I am basically saying that if you target a group for collective punishment, despite some members being innocent of the offence for which you are punishing them, then you are immoral and unethical to a degree exemplified by the worst societies in human history.
This approach bothers me. You frame the expectation of safe and clean communal use of communal property as being a punishment to those who do not maintain that cleanliness, and who increase risk to the public by the way in which they abuse those communal properties.
You frame the desire to collectively punish a group of people, based on an identity that is neither unlawful nor immoral, as "the expectation of safe and clean communal use of communal property", so frankly I suggest that if "framing" is problematic for you, you might attend to your beam, rather than my mote.
Hassling innocent people, purely because they are members of a villified minority, is utterly despicable.
Excusing that harrasment, by claiming a desire for cleanliness, is straight out of the ethnic cleansing playbook.
Obvious vile bigotry is obvious.
You continue to object but do not propose any other option to make people safe.
Even if it were just a matter of cleanliness it would be legitimate--littering is illegal.
However, it's a matter of safety. People do not feel safe around homeless encampments.
The option to keep people safe is and has always been to place the burden on small communities to house their smaller homeless populations.
The only way to address the problem is to minimize the number of homeless that end up being forced into such camps.
The reality is that homeless people's rights to exist is real, and the minority demands of those who feel "unsafe" over their existence does not actually sit atop any sort of "right".
If you wish to be unhappy over what you perceive as a threat to your safety, be angry at all the small towns and municipalities that sent them along "to the city".
You can blame the foster programs that send a kid along with nothing but a single bus ticket when they turn 18.
You can blame the small town parents who put their kids out the day they graduate high school.
You can blame the cities who turn out such encampments, stealing or destroying people's stuff, making them even more desperate and dirty and sad.

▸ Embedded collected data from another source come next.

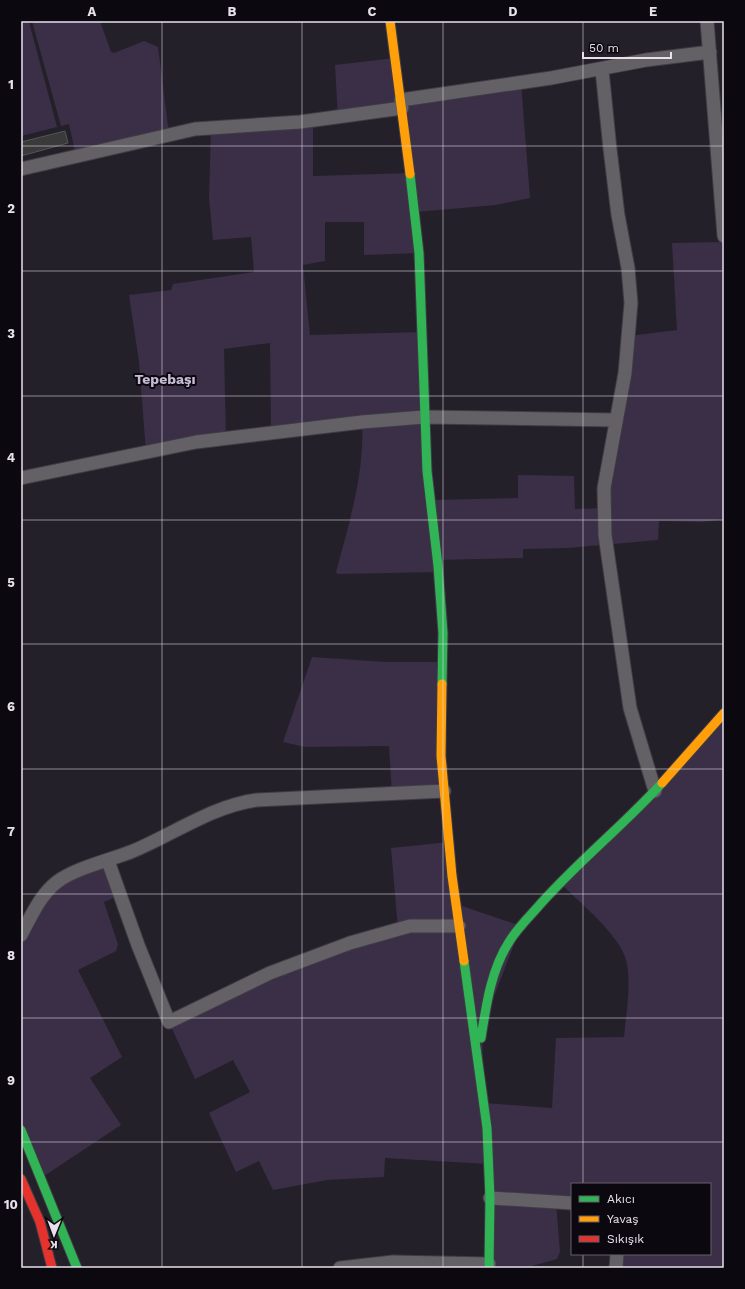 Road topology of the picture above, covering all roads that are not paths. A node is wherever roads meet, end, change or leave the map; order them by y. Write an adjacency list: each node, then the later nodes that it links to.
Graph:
1 (390, 21): 5 (street)
2 (707, 21): 3 (street)
3 (710, 52): 4 (street); 7 (street)
4 (602, 70): 5 (street); 9 (street)
5 (402, 104): 6 (street); 8 (street)
6 (21, 168)
7 (724, 236)
8 (424, 417): 9 (street); 10 (street); 12 (street)
9 (615, 420): 13 (street)
10 (21, 478)
11 (724, 713): 13 (street)
12 (444, 791): 14 (street); 15 (street)
13 (655, 791): 17 (street)
14 (108, 861): 15 (street); 16 (street)
15 (459, 926): 17 (street)
16 (21, 935)
17 (479, 1061): 20 (street)
18 (21, 1130): 25 (street)
19 (21, 1179): 24 (street)
20 (490, 1198): 21 (street); 23 (street)
21 (571, 1203)
22 (616, 1255): 27 (street)
23 (489, 1266): 26 (street)
24 (52, 1268)
25 (77, 1268)
26 (340, 1268)
27 (616, 1268) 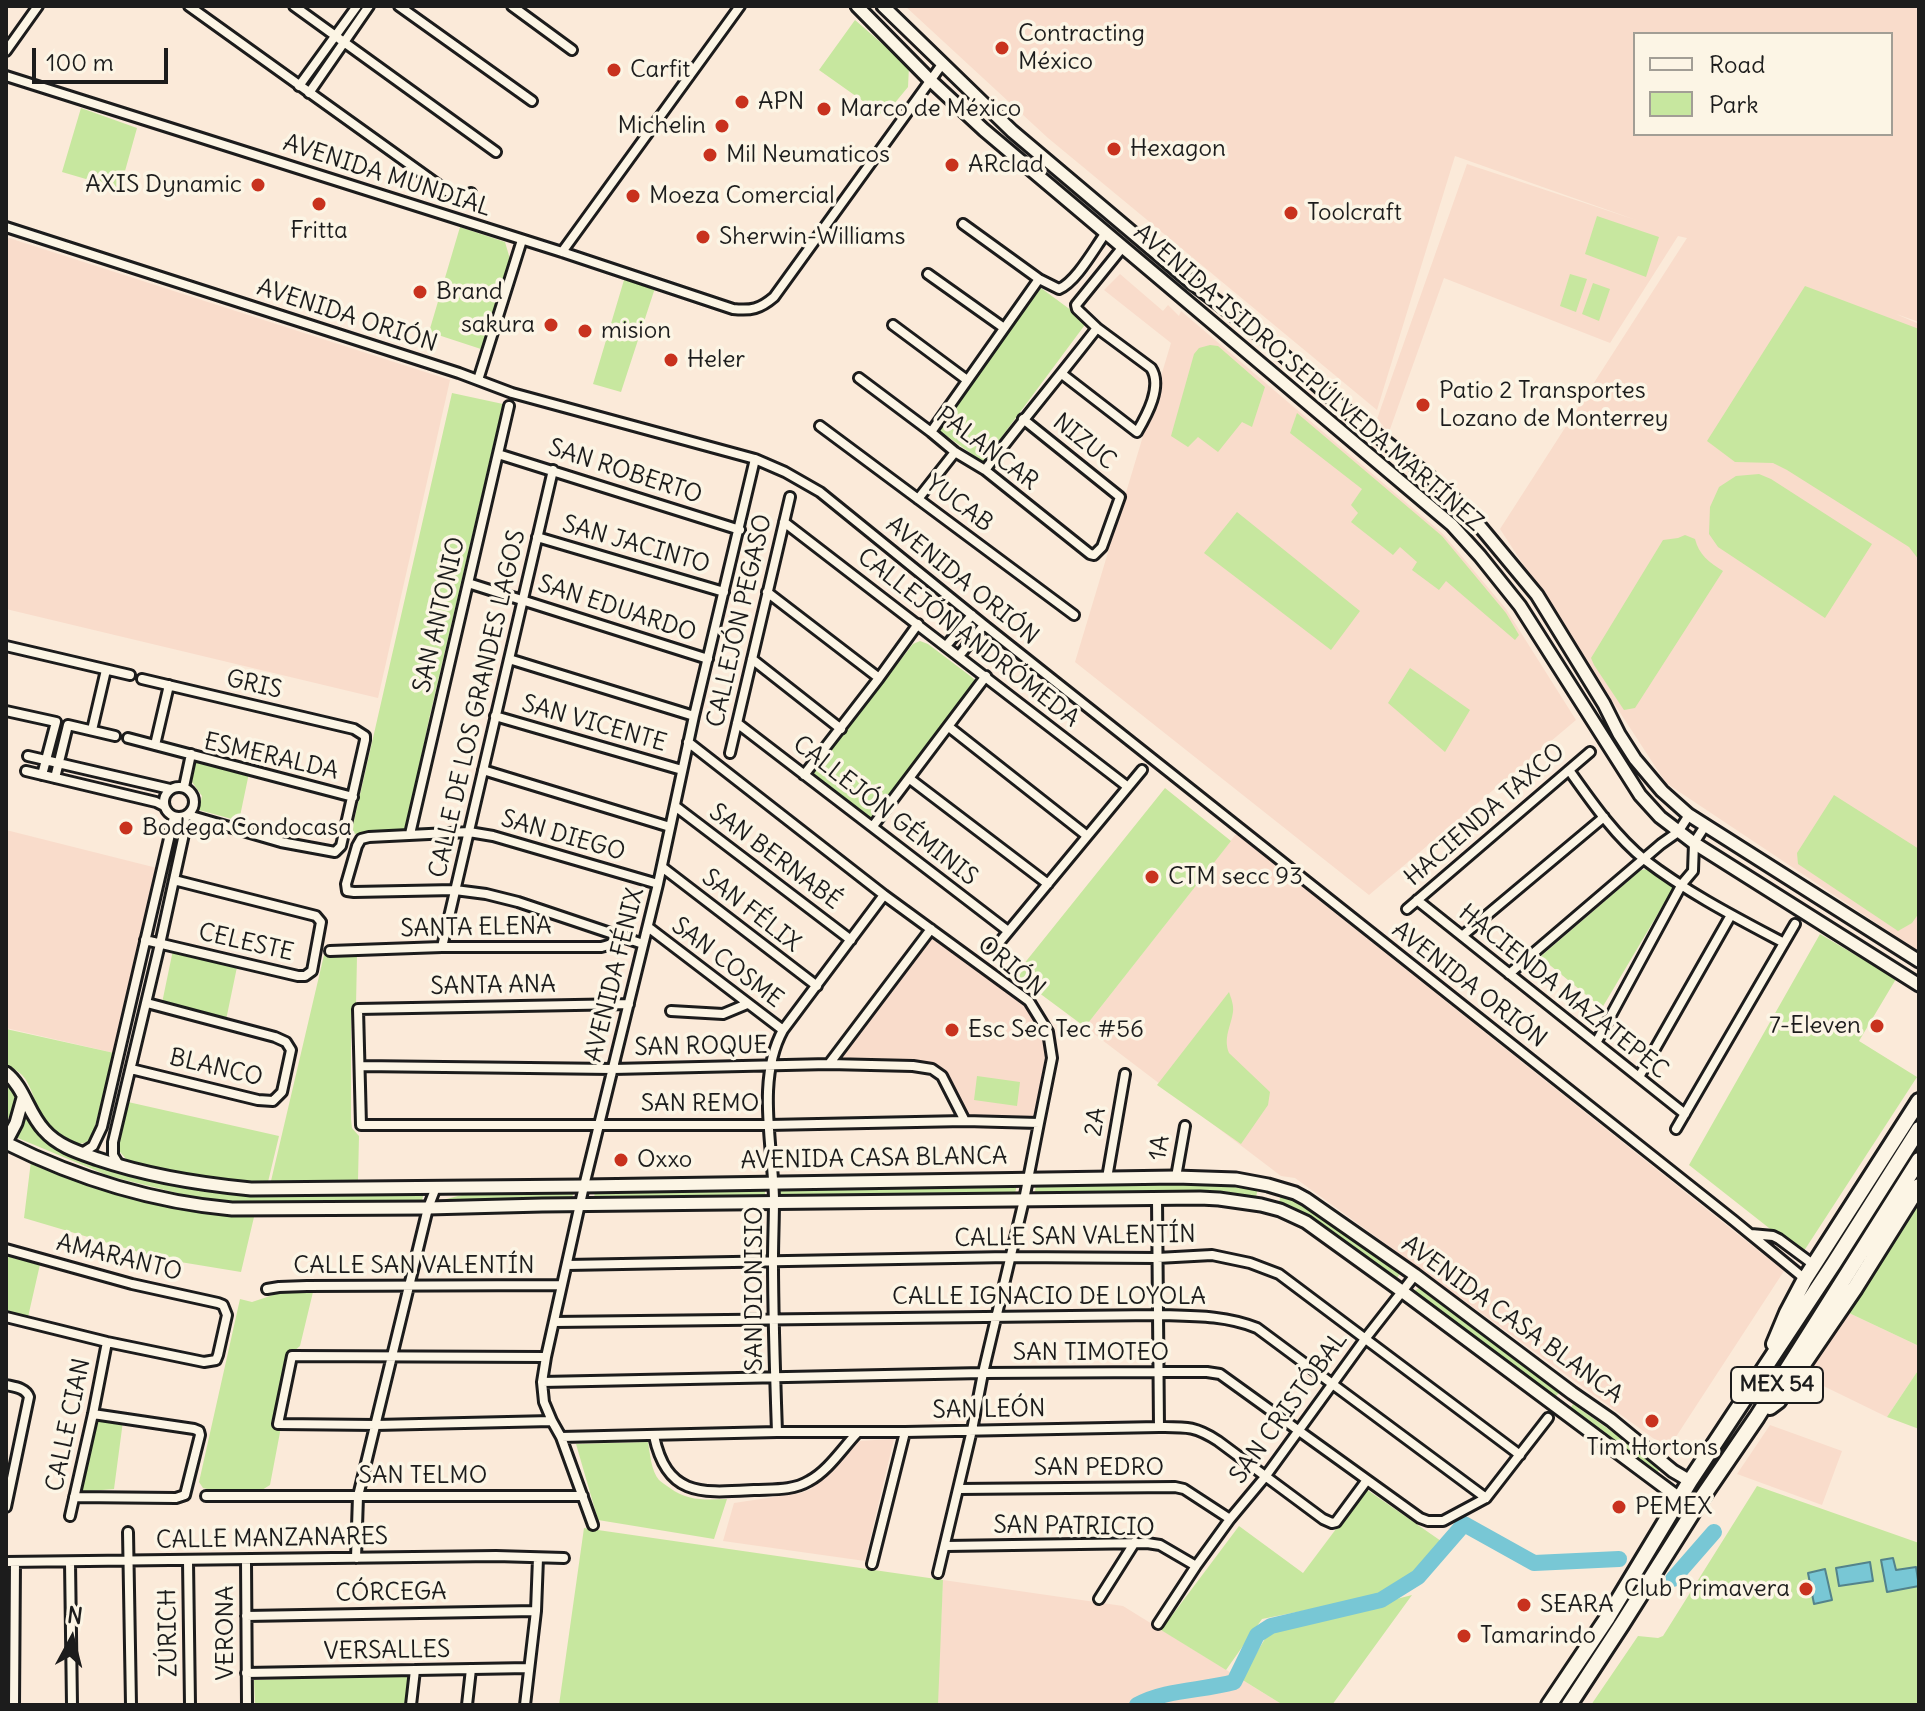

You can respond to this feeling of blame with the demands for spaces and policies that guarantee housing (especially in small towns) for newly graduated teens, or teens who have lost the support of their parents.
You can respond to this feeling of blame with demands for programs that will allow such people to seek employment with virtual addresses on any given street, and access showers where they can get themselves clean regularly.
You can respond to this blame with demands for spaces where the weight of the encampment can be counter balanced by immediate presence of social services, and purpose-built places for homeless encampments to precipitate in a more planned way, so that the issue can be handled "ergonomically" rather than tents just popping up in the hidden parts of various parks.
There are all sorts of ways to respond to this issue, but none of them effectively involve "making them someone else's problem". They all involve recognizing the reality of a problem here, now, that must be handled with kindness.
The fact is, behaviorally, there's very little difference between the average "homeless drunkard" and my mother in law, and every one of those differences is marked with a $. All you have to do is take away the money she didn't earn for herself anyway, and you wouldn't be able to tell the difference. At that point, she would just be yet another racist drunk with too much time on her hands. I just spent a weekend forced to share a house with her, as she spent every evening ranting about black people whenever she got her hands on more than a single glass of wine.